- _Task directions_
Once the pictures are set aside, reproduce the entries below exactly.

- _Dataset content_
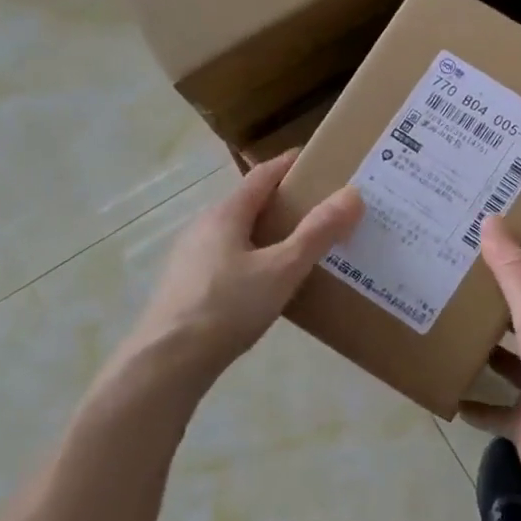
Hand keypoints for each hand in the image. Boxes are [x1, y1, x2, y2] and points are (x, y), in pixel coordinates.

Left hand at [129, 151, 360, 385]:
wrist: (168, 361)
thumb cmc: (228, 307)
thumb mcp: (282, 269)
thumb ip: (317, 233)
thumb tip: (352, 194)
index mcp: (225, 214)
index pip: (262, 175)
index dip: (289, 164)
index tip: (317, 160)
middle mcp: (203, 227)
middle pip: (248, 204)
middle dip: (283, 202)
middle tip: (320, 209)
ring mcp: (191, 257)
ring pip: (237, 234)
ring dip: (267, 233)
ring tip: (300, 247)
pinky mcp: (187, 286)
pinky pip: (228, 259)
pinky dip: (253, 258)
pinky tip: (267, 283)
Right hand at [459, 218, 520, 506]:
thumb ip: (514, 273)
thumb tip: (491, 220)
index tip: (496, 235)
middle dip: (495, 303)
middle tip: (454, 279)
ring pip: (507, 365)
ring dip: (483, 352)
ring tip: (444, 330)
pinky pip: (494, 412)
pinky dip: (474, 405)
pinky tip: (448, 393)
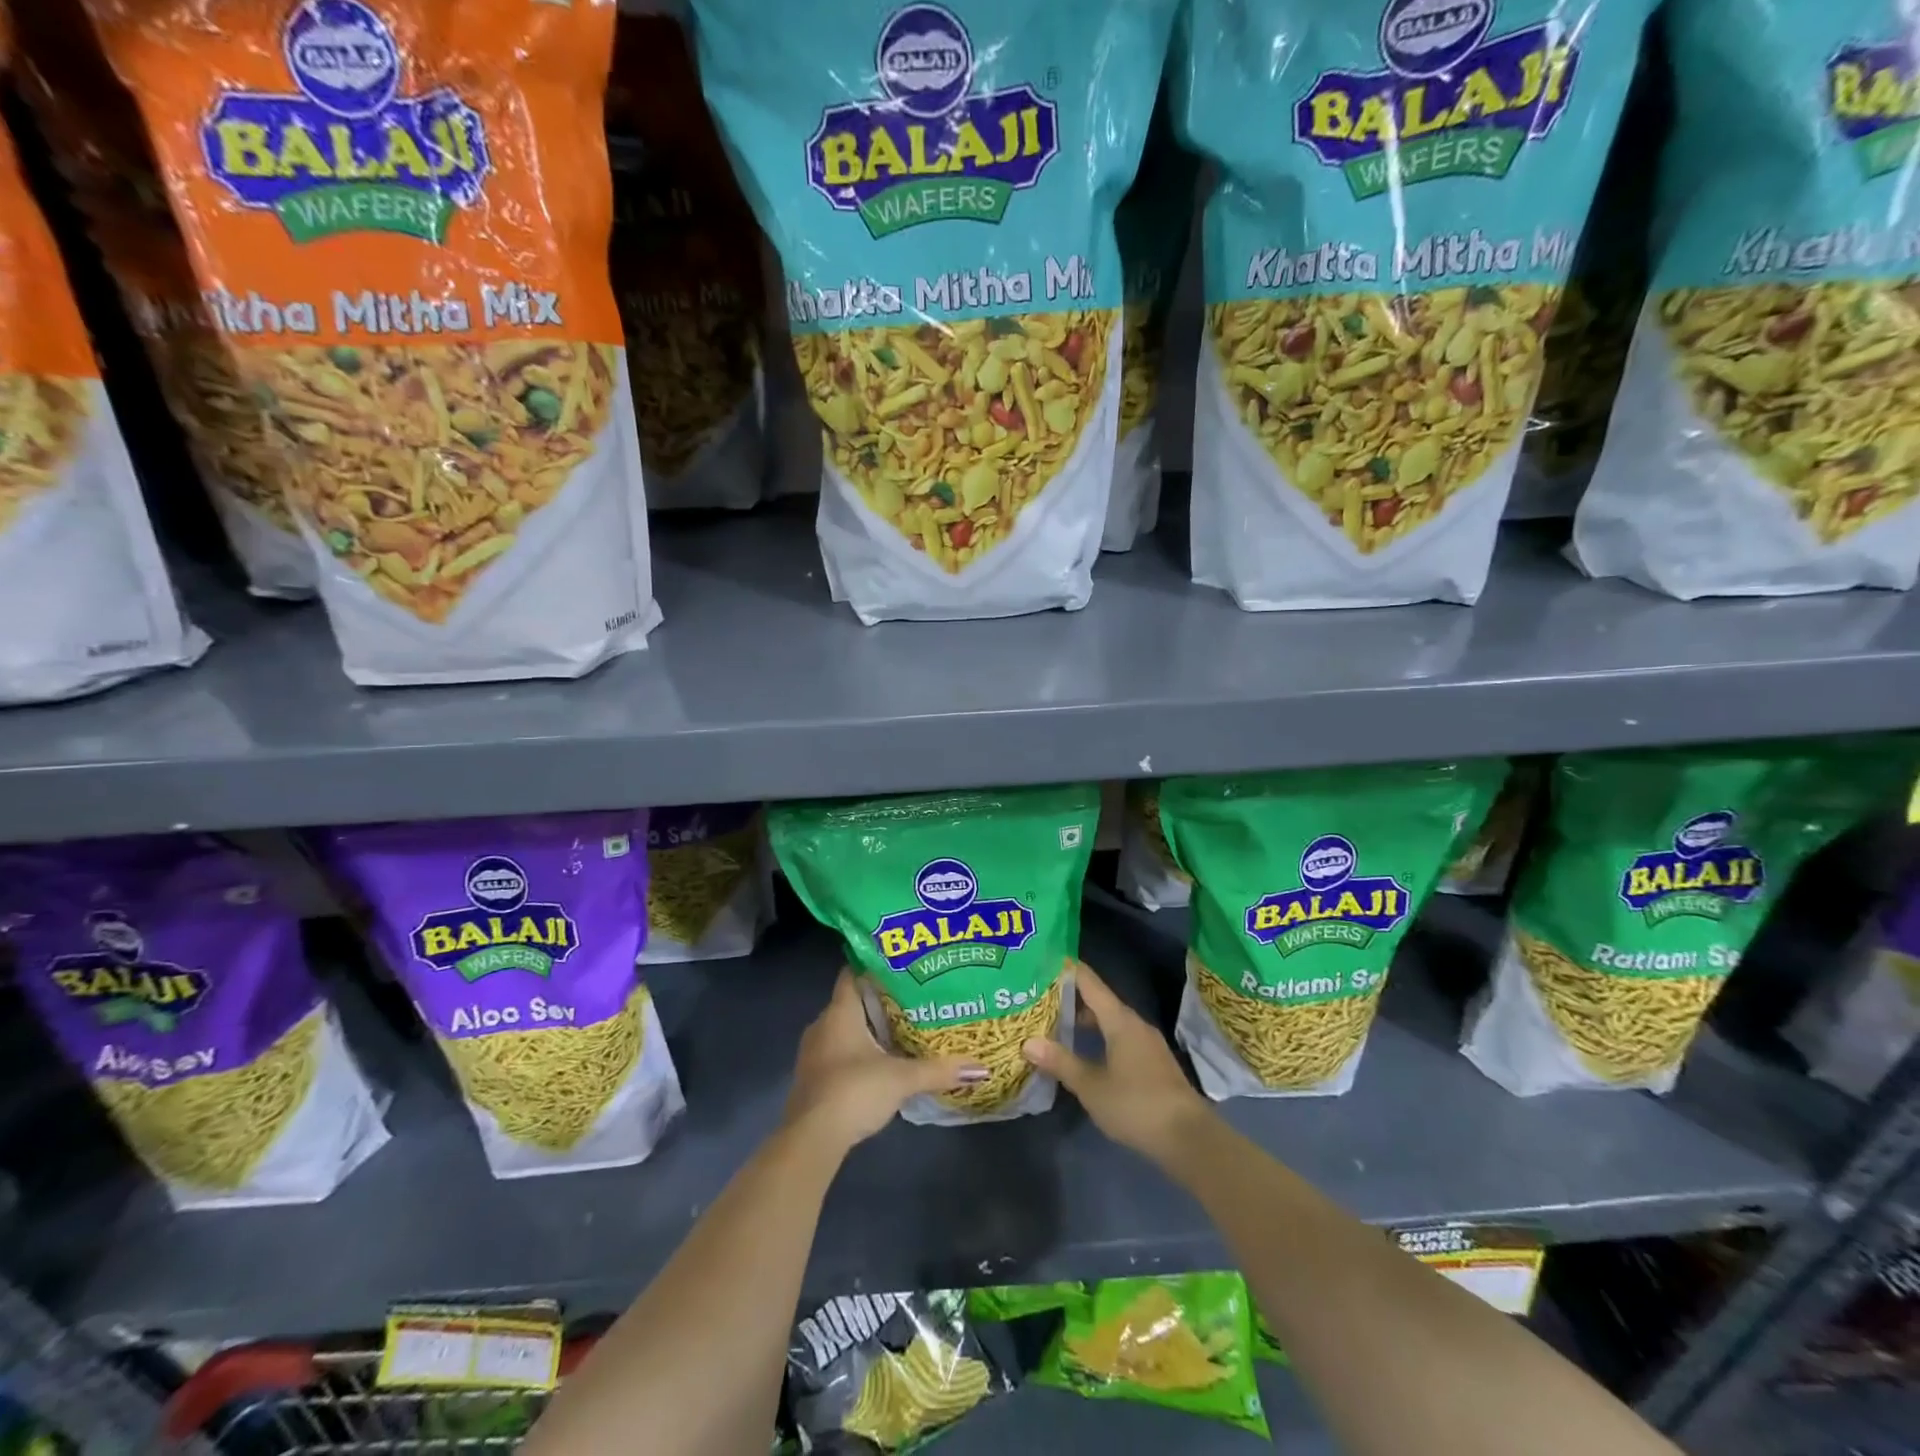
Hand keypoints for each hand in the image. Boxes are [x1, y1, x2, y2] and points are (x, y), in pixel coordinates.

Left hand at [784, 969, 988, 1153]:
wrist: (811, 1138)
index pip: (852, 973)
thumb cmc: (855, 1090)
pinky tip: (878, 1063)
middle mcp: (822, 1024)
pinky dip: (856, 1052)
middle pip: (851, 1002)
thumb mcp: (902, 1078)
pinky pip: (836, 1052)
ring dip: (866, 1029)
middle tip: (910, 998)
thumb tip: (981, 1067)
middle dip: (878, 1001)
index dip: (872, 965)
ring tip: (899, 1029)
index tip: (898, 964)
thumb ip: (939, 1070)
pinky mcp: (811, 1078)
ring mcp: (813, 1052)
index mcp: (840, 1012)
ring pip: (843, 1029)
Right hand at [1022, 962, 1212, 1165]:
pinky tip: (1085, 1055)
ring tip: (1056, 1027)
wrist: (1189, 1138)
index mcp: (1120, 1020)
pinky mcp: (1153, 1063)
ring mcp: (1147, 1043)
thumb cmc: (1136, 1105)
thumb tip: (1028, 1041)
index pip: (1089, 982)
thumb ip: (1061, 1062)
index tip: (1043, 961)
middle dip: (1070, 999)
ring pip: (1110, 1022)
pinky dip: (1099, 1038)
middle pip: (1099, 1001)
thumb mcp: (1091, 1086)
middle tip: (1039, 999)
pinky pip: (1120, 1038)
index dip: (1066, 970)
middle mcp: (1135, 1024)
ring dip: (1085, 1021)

- _Answer box_
Hand keypoints for each hand in the image. Boxes are [x1, y1, x2, y2] and points are (x, y), in pixel coordinates.

Left hand at [129, 151, 360, 385]:
wrist: (168, 361)
thumb cmc: (228, 307)
thumb mcp: (282, 269)
thumb ip: (317, 233)
thumb tip: (352, 194)
index mcp: (225, 214)
index pip: (262, 175)
index dip: (289, 164)
index tip: (317, 160)
middle mcp: (203, 227)
middle pip: (248, 204)
middle dip: (283, 202)
middle tip: (320, 209)
ring mcp: (191, 257)
ring pip: (237, 234)
ring dip: (267, 233)
ring tip: (300, 247)
pinky mcp: (187, 286)
pinky pip: (228, 259)
pinky dip: (253, 258)
pinky tip: (267, 283)
Right hand at [459, 218, 520, 506]:
thumb ip: (514, 273)
thumb tip: (491, 220)
index tip: (496, 235)
middle dip: (495, 303)
middle tip: (454, 279)
ring pip: (507, 365)
ring dip: (483, 352)
ring tip: (444, 330)
pinky pip: (494, 412)
pinky dip: (474, 405)
pinky tip: (448, 393)
Hand keypoints for each hand in the image. Boxes are [x1, y1, x2, y2] and points are (x, y), in pixel coordinates.

Left hand at [784, 969, 988, 1153]:
wrist: (811, 1138)
index pip: (852, 973)
thumb cmc: (855, 1090)
pinky tip: (878, 1063)
middle mcp: (822, 1024)
pinky dip: (856, 1052)
middle pip: (851, 1002)
thumb mcp: (902, 1078)
pinky pip: (836, 1052)
ring dip: (866, 1029)
middle tip: (910, 998)
thumb tip: (981, 1067)
middle dip: (878, 1001)
index dip: (872, 965)
ring tip: (899, 1029)
index tip: (898, 964)
thumb ip: (939, 1070)
pinky mcp: (811, 1078)
ring mcp: (813, 1052)
index mcp: (840, 1012)
ring pip: (843, 1029)
Right hand at [1022, 962, 1212, 1165]:
pinky tip: (1085, 1055)
ring tip: (1056, 1027)
wrist: (1189, 1138)
index mcp: (1120, 1020)
pinky mcp: (1153, 1063)
ring mcp: (1147, 1043)
thumb cmc: (1136, 1105)
thumb tip: (1028, 1041)
index pip: (1089, 982)
thumb ip: (1061, 1062)
index tip: (1043, 961)
middle dip: (1070, 999)
ring pip: (1110, 1022)
pinky dip: (1099, 1038)
middle pip: (1099, 1001)
thumb mcp: (1091, 1086)
middle tip: (1039, 999)
pinky pip: (1120, 1038)
index dip: (1066, 970)
middle mcp: (1135, 1024)
ring dip: (1085, 1021)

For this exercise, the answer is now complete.